La venue de Kendrick Lamar à Paris constitue assurément l’évènement de ce début d’année. Il faut dire que le gamin a littéralement explosé dans les médias et c’est désormais toute une frange de la jeunesse actuelle qui découvre et veut voir de près le phénomène. A cela s’ajoute quantité de rumeurs plus ou moins fantaisistes sur ce show (présence d’A$AP Rocky? présence de Kanye West ? Rien de tout cela au final, bien entendu). Quoi qu’il en soit, la foule est au rendez-vous devant le Bataclan (nouvel onglet) et celle cherchant désespérément une place semble dépasser celle possédant le précieux sésame.
Une fois à l’intérieur, bienvenu dans la colonie de vacances, tendance swag parisienne.

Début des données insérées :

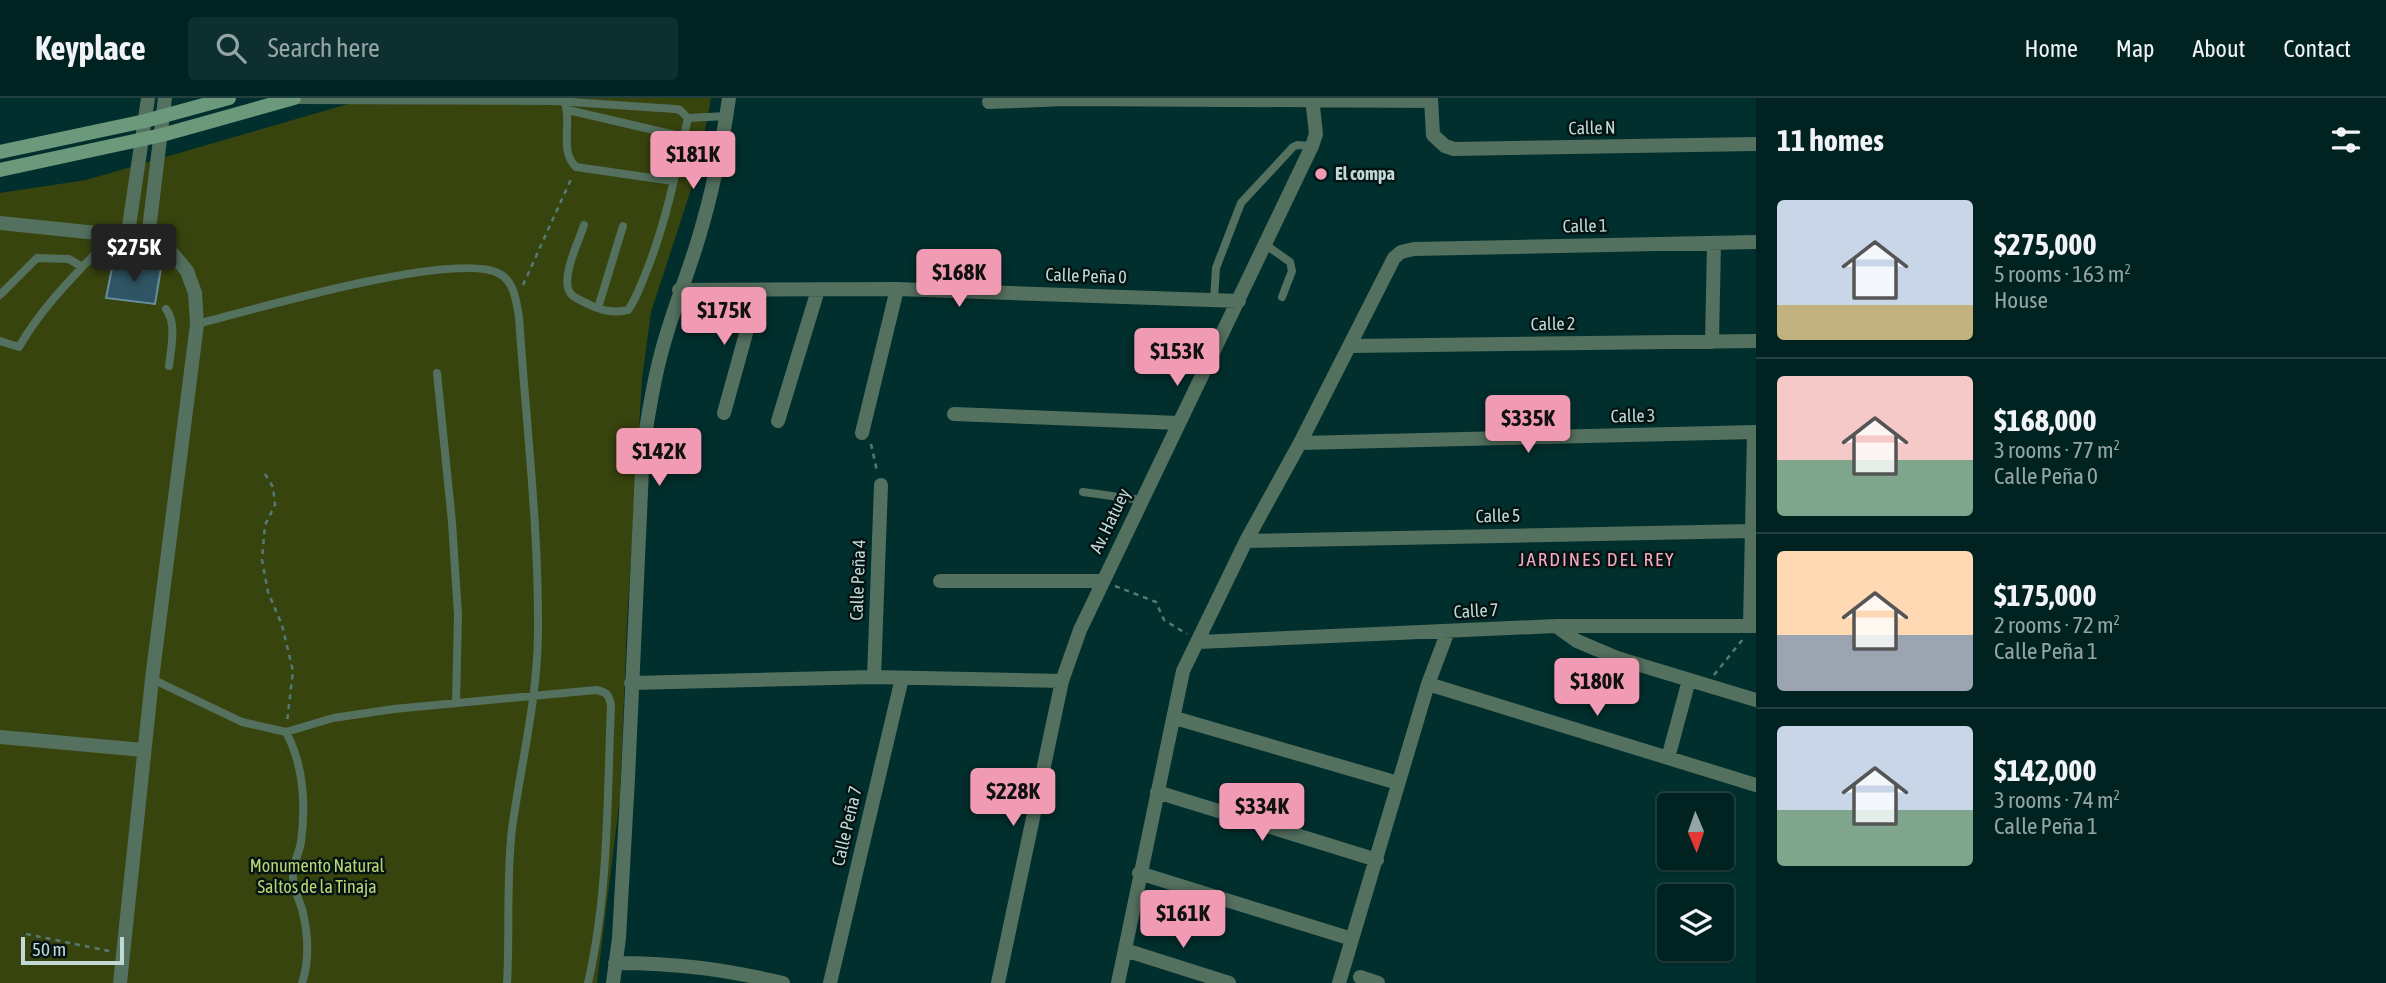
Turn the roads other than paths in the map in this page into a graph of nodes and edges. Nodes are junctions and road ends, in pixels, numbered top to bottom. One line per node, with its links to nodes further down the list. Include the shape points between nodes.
1 (148, 98): 14 (street)
2 (166, 98): 12 (street)
3 (229, 98): 12 (main road)
4 (729, 98): 11 (street)
5 (291, 99): 6 (lane); 15 (main road)
6 (420, 99): 10 (lane)
7 (1431, 99): 8 (street); 18 (street, Calle N, via 1433,135 1454,149)
8 (1312, 100): 9 (street); 19 (street, Av. Hatuey, via 1316,134)
9 (989, 102)
10 (567, 107): 13 (lane, via 675,109); 16 (lane); 22 (lane, via 567,154 576,167)
11 (727, 116): 13 (lane); 35 (street, via 697,242)
12 (164, 117): 14 (main road); 15 (street)
13 (688, 118): 16 (lane)
14 (145, 121): 17 (street); 20 (main road)
15 (162, 135): 17 (main road); 27 (street)
16 (684, 137): 22 (lane)
17 (142, 139): 21 (main road); 26 (street)
18 (1756, 144)
19 (1312, 146): 30 (street, Av. Hatuey); 40 (lane, via 1293,147 1241,203 1216,268)
20 (0, 152)
21 (0, 170)
22 (673, 181): 42 (lane, via 655,250 634,302 628,310 618,312)
23 (0, 223): 26 (street)
24 (584, 225): 42 (lane, via 567,285 572,295)
25 (623, 226): 42 (lane)
26 (122, 233): 27 (street); 31 (lane)
27 (148, 238): 32 (street)
28 (1756, 242): 29 (street, Calle 1)
29 (1714, 243): 47 (street); 48 (street, Calle 1, via 1401,252 1387,268)
30 (1266, 245): 39 (lane, via 1290,262 1292,271); 41 (street, Av. Hatuey)
31 (106, 247): 32 (lane, via 128,263 162,262); 33 (lane)
32 (173, 254): 44 (street, via 187,271 195,293)
33 (82, 267): 38 (lane, via 69,259 37,258); 45 (lane, via 19,347)
34 (897, 289): 37 (street, Calle Peña 0); 40 (street, Calle Peña 0); 56 (street)
35 (679, 290): 36 (street, Calle Peña 0); 74 (street, via 650,398 643,448)
36 (758, 290): 37 (street, Calle Peña 0); 51 (street)
37 (818, 290): 53 (street)
38 (0, 295)
39 (1282, 297)
40 (1214, 300): 41 (street, Calle Peña 0)
41 (1239, 301): 54 (street, Av. Hatuey)
42 (598, 308)
43 (166, 309): 49 (lane, via 172,323)
44 (197, 324): 71 (street); 76 (lane, via 299,296 463,267 486,268 511,284 536,566)
45 (0, 341)
46 (1756, 341): 47 (street, Calle 2)
47 (1712, 342): 48 (street, Calle 2)
48 (1350, 346): 57 (street)
49 (169, 366)
50 (437, 373): 78 (lane, via 458,615)
51 (724, 413)
52 (954, 414): 54 (street)
53 (778, 421)
54 (1179, 423): 60 (street, Av. Hatuey)
55 (1755, 432): 57 (street, Calle 3); 61 (street)
56 (862, 433)
57 (1300, 443): 62 (street)
58 (881, 485): 69 (street, Calle Peña 4)
59 (1083, 492): 60 (lane)
60 (1141, 500): 64 (street, Av. Hatuey)
61 (1750, 531): 62 (street, Calle 5); 66 (street)
62 (1246, 541): 68 (street)
63 (940, 581): 64 (street)
64 (1101, 581): 73 (street, Av. Hatuey)
65 (1556, 626): 66 (street, Calle 7); 67 (street, Calle 7); 72 (street, via 1617,658)
66 (1752, 628)
67 (1448, 631): 68 (street, Calle 7); 75 (street)
68 (1198, 642): 79 (street, via 1183,671)
69 (874, 677): 70 (street); 74 (street)
70 (902, 678): 73 (street); 99 (street, Calle Peña 7)
71 (152, 679): 80 (lane, via 242,722); 82 (street)
72 (1689, 680): 77 (street); 83 (street)
73 (1062, 681): 100 (street, Av. Hatuey)
74 (631, 683): 91 (street)
75 (1428, 684): 83 (street); 84 (street)
76 (535, 696): 78 (lane); 95 (lane, via 512,830); 96 (lane, via 596,690 609,695 611,705 604,880)
77 (1756, 699)
78 (456, 703): 80 (lane, via 333,718)
79 (1175, 718): 84 (street); 86 (street)
80 (286, 732): 94 (lane, via 302,782 301,835 292,881 306,926 307,969)
81 (0, 737): 82 (street)
82 (144, 750): 93 (street)
83 (1668, 758): 85 (street)
84 (1398, 783): 87 (street)
85 (1756, 785)
86 (1157, 792): 87 (street); 88 (street)
87 (1377, 860): 89 (street)
88 (1139, 873): 89 (street); 90 (street)
89 (1352, 939): 103 (street)
90 (1125, 950): 101 (street); 102 (street)
91 (615, 963): 97 (street); 98 (street, via 729,970)
92 (1360, 977): 104 (street)
93 (120, 983)
94 (302, 983)
95 (507, 983)
96 (588, 983)
97 (613, 983)
98 (782, 983)
99 (830, 983)
100 (998, 983)
101 (1118, 983)
102 (1229, 983)
103 (1339, 983)
104 (1378, 983)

Le public dépasse difficilement la vingtaine et transpire la coolitude sympa (loin du sempiternel m’as-tu-vu local). Malheureusement, la 1ère partie pue la hype de bas-étage puisque c’est la dernière tendance londonienne qui nous est imposée en la personne d’Ofei (nouvel onglet), personnage énigmatique, cultivant le mystère via des clips enjôleurs et une voix de crooner black urbain désabusé. Trois titres et 12 minutes plus tard, il quitte la scène en faisant profil bas devant autant d’indifférence manifeste.

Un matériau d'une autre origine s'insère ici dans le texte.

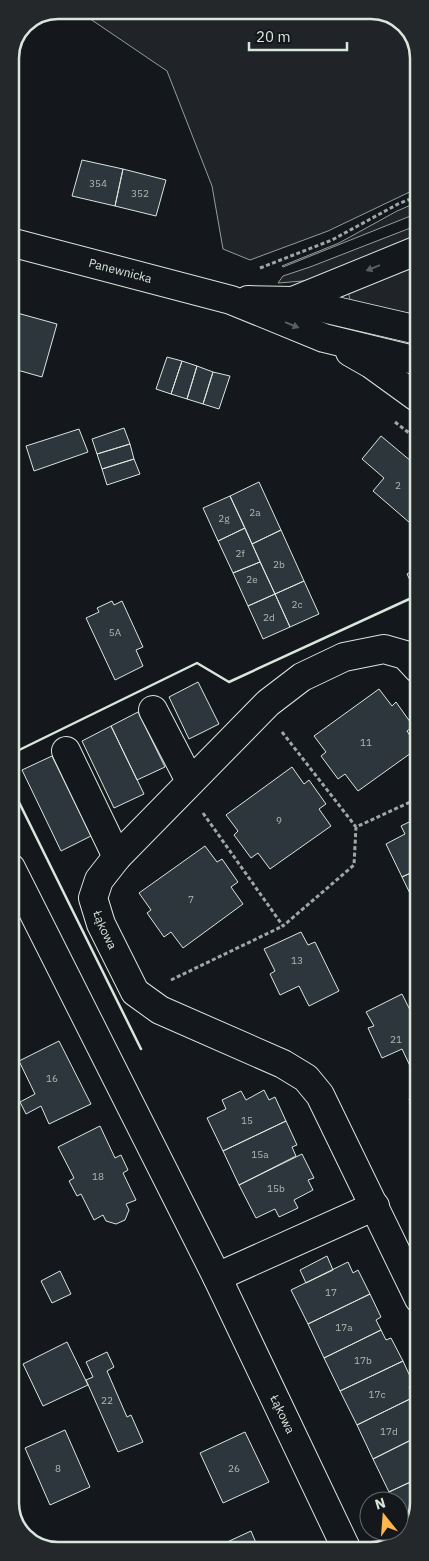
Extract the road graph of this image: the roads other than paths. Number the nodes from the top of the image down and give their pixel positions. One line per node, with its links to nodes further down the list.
1 (19, 244): 3 (street, Panewnicka)
2 (410, 253): 4 (street, one-way to 4)
3 (231, 300): 4 (street, Panewnicka); 6 (street, Panewnicka, one-way to 6)
4 (293, 300): 5 (street, Panewnicka)
5 (410, 328)
6 (324, 338): 7 (street, Panewnicka); 8 (street)
7 (410, 359)
8 (410, 392)
9 (410, 661): 12 (street, Łąkowa)
10 (152, 710): 12 (street)
11 (66, 751): 13 (street)
12 (190, 782): 13 (street, Łąkowa)
13 (117, 857): 15 (street, Łąkowa)
14 (19, 886): 16 (street, Łąkowa)
15 (375, 1206): 16 (street); 17 (street, Łąkowa)
16 (217, 1277): 18 (street, Łąkowa)
17 (410, 1280)
18 (343, 1542)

Une bonne heure plus tard, Kendrick Lamar se pointe avec son DJ. On aura rarement fait plus austère pour un concert de rap à 34 euros. Le gamin va enchaîner rapidement, si n’est expédier, une tripotée de morceaux issus majoritairement de Section.80. Le public est à fond et réagit au quart de tour dès que Kendrick bouge le petit doigt. C’est bon enfant, la fosse transpire le shit coupé au pneu et chante les paroles comme s’il s’agissait d’un karaoké géant. De ce côté, tout va bien.
Le problème vient plutôt de la scène. Car si Kendrick est un personnage éminemment charismatique, ça ne suffit pas pour autant à rendre le concert prenant. En effet, passé l’intro bouffant 7 morceaux en moins de 20 minutes, débute alors le long passage autour de good kid, m.A.A.d city, qui prend difficilement du volume face à l’absence de featurings. Un concert hip-hop ne peut reposer sur un seul MC, même les plus grands en ont fait l’amère expérience. Kendrick a beau tenter de dynamiser ses morceaux en jouant avec le public, ces derniers sont trop vite tronqués. L’impression d’écouter des demi-titres se fait lourdement sentir, d’autant que le DJ ne semble être qu’un simple faire-valoir.

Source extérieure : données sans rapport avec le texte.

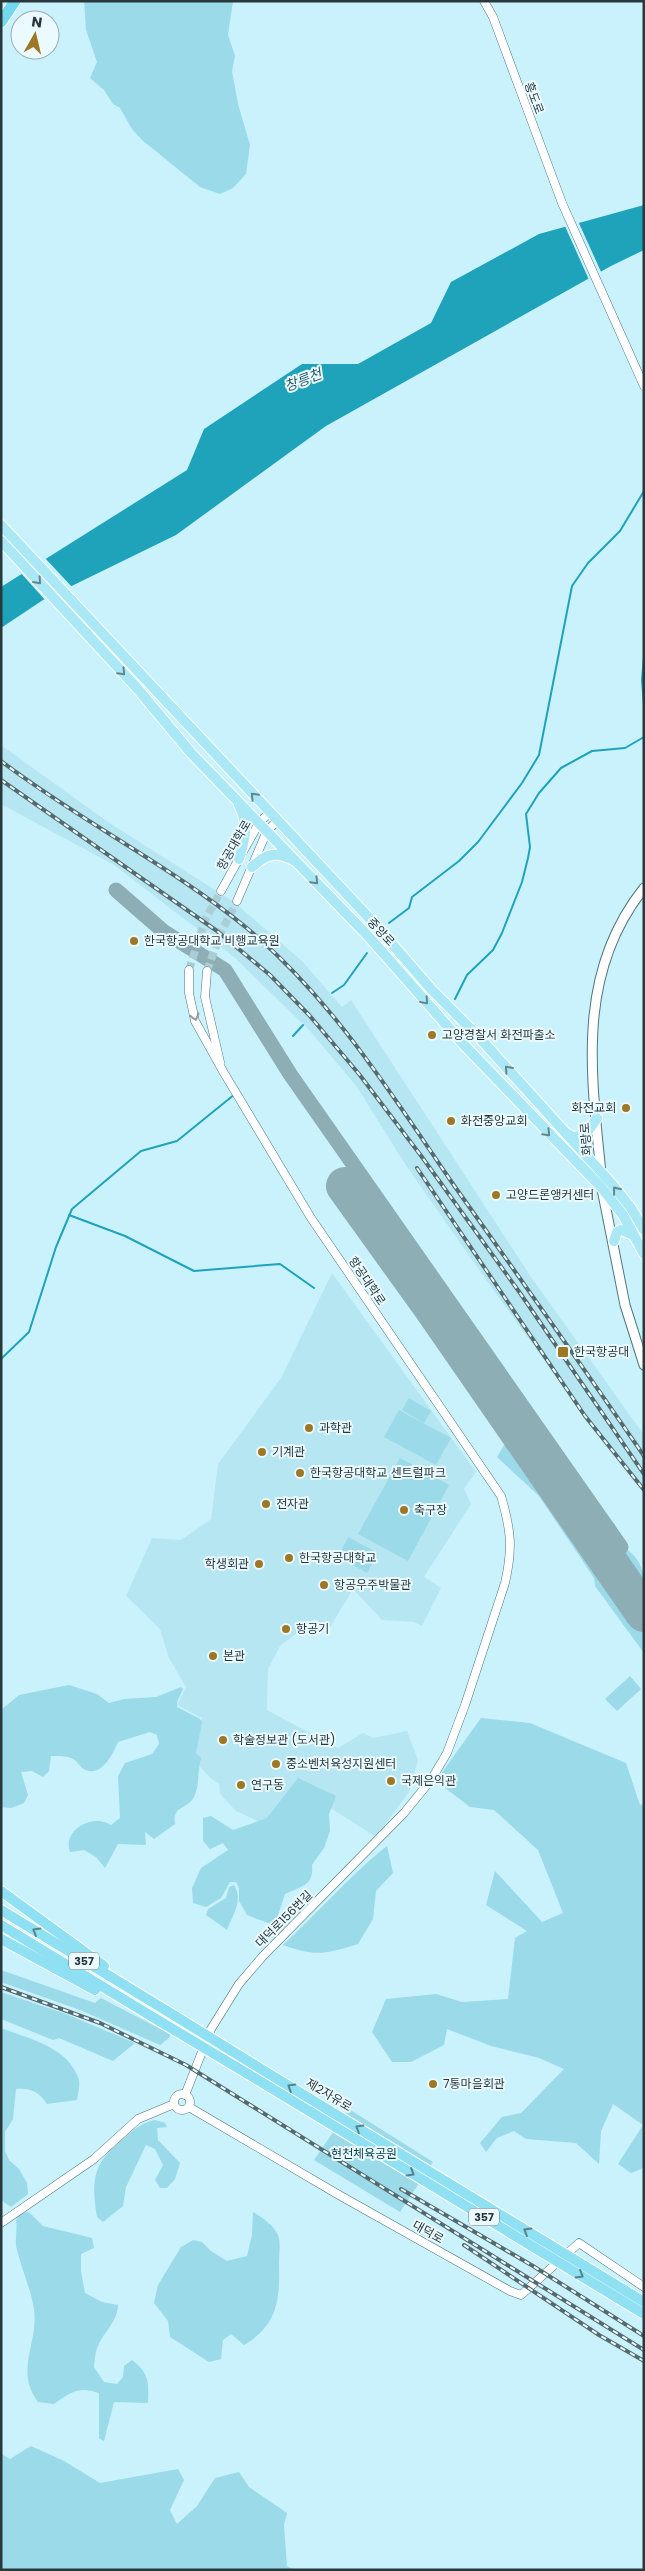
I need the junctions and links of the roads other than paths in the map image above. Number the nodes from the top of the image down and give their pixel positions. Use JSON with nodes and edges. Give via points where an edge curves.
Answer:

Alors oui, l’enchainement Money Trees, Backseat Freestyle, Bitch, Don’t Kill My Vibe a de la gueule et fait suer la foule, mais quand le père Lamar s’attaque à Fuckin Problems, on regrette l’absence d’A$AP Rocky, idem concernant le Poetic Justice et Drake. Et c’est ainsi pour la large majorité des tracks. Le résultat est sans appel et donne l’impression d’assister à un simple showcase très calibré et s’appuyant sur un discours certainement intègre mais désormais rodé, si ce n’est formaté, pour un public interchangeable. Pour la spontanéité, on repassera.
1h10 à peine plus tard, c’est déçu que je quitte la salle. Décidément, ainsi vont les paradoxes.